University of Miami Cancels Milo Yiannopoulos Event In The Name Of Security

200px-UMiamiSeal.svgAnother university has cancelled a conservative speaker under the guise of security concerns. The speaker is Milo Yiannopoulos who has repeatedly been disrupted or cancelled in his effort to speak on campuses (as well as being barred by Twitter). Yiannopoulos attracts considerable opposition and seems to relish the controversy with his “Dangerous Faggot” tour.

I have been a critic of the erosion of free speech values on our college and university campuses. As discussed recently, conservative speaker Milo Yiannopoulous has been the target of some of the most aggressive efforts to silence certain speakers and prevent other students from hearing opposing views. One of the latest such protests occurred hed at the University of California Los Angeles (UCLA). After protesters blocked fellow students and faculty from entering to hear Yiannopoulous, campus police found an alternative avenue for the audience.

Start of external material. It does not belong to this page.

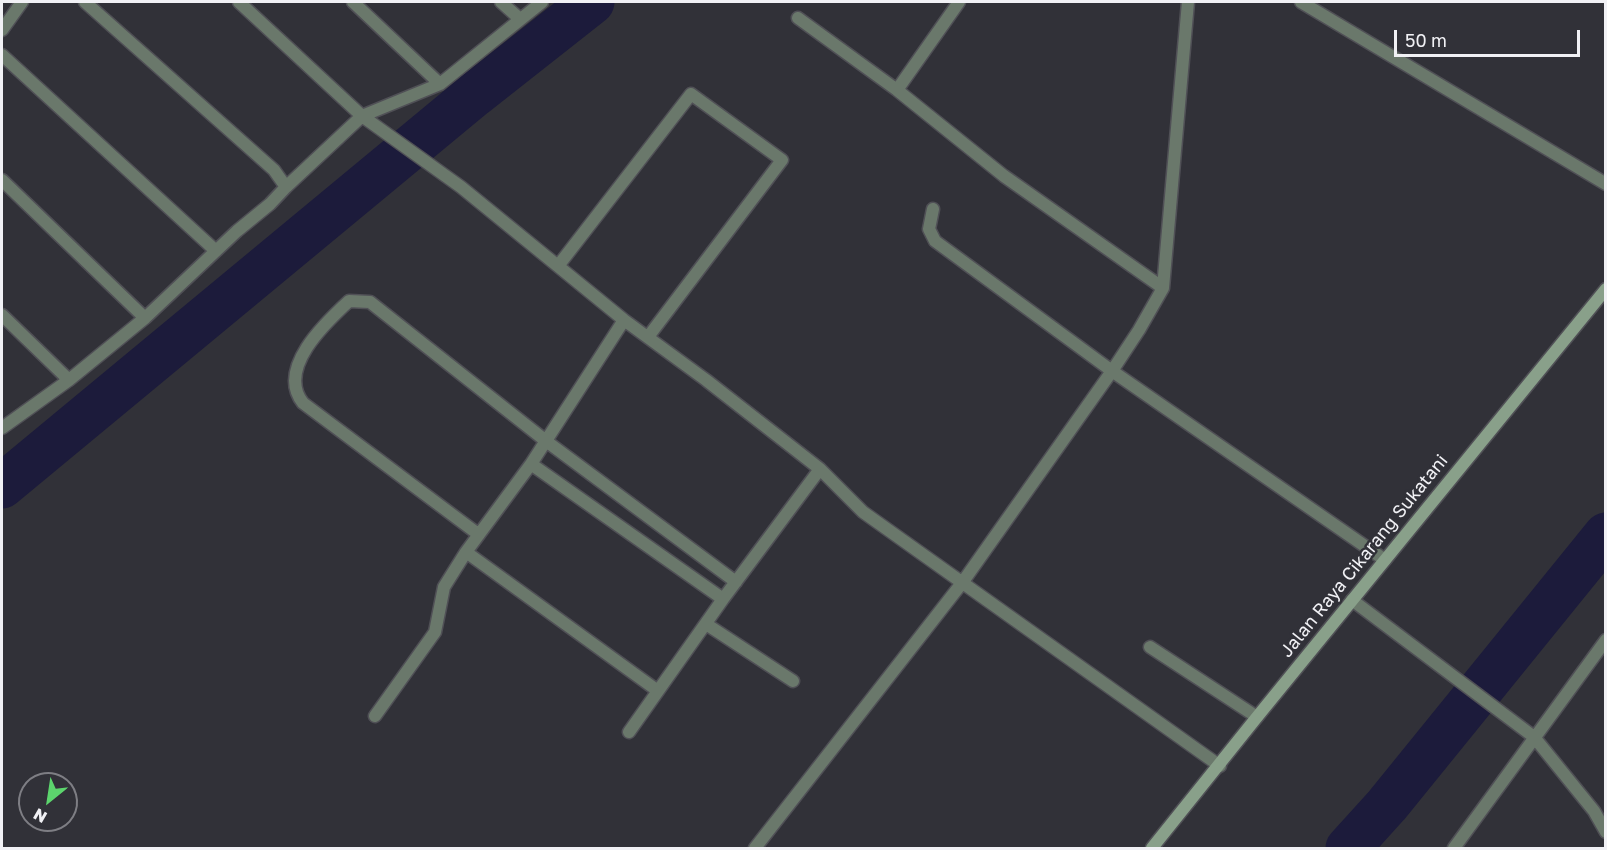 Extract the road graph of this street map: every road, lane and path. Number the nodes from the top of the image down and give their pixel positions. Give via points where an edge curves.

University of Miami’s College Republicans had scheduled the speech for October 3rd, but a faculty panel cancelled the event over alleged “security concerns.”  That seems like a rather convenient claim that more often results in the canceling of conservative speakers.  If true, the concern is that faculties are yielding to the mob as they seek to block other people from coming and listening to conservative speakers.  There is also a concern that security has become the perfect rationale for blocking controversial speakers in the name of campus safety to avoid the obvious denial of free speech.  If a university cannot protect the rights of people to be heard on its campus, it has no right to call itself a place of learning.  Faculty are routinely appearing as either willing enablers in the silencing of speakers or cringing cowards who fear confronting students who want to silence others.

 

Schools like the University of Miami have conveyed that they will yield to those who want to prevent others from hearing speakers, particularly speakers from the conservative movement.  Obviously, such success in silencing opposing views only encourages others to replicate such censorship or obstruction on other campuses as was the case this month at LSU.  Once schools allow students and faculty to taste the silencing of speech, the appetite becomes insatiable and we find ourselves on a slippery slope of censorship as groups and individuals cite microaggressions and discomfort from speech.  As academics, we are playing with our own demise in fostering this new age of speech regulation.

 

117 thoughts on “University of Miami Cancels Milo Yiannopoulos Event In The Name Of Security”

  1. I just withdrew my scholarship for a young adult going to this school. If the kid decides on Saint Louis University then she gets a full ride tuition wise. The choice must be made today. Its a Choice and not an Echo.

  2. @Teaching Spastics to Dance

    Thanks so much for posting that video of Grace Jones – wow!! Hula hooping while singing – she is indeed in top physical form. I imagine that even the Queen had to concede she is an amazing artist.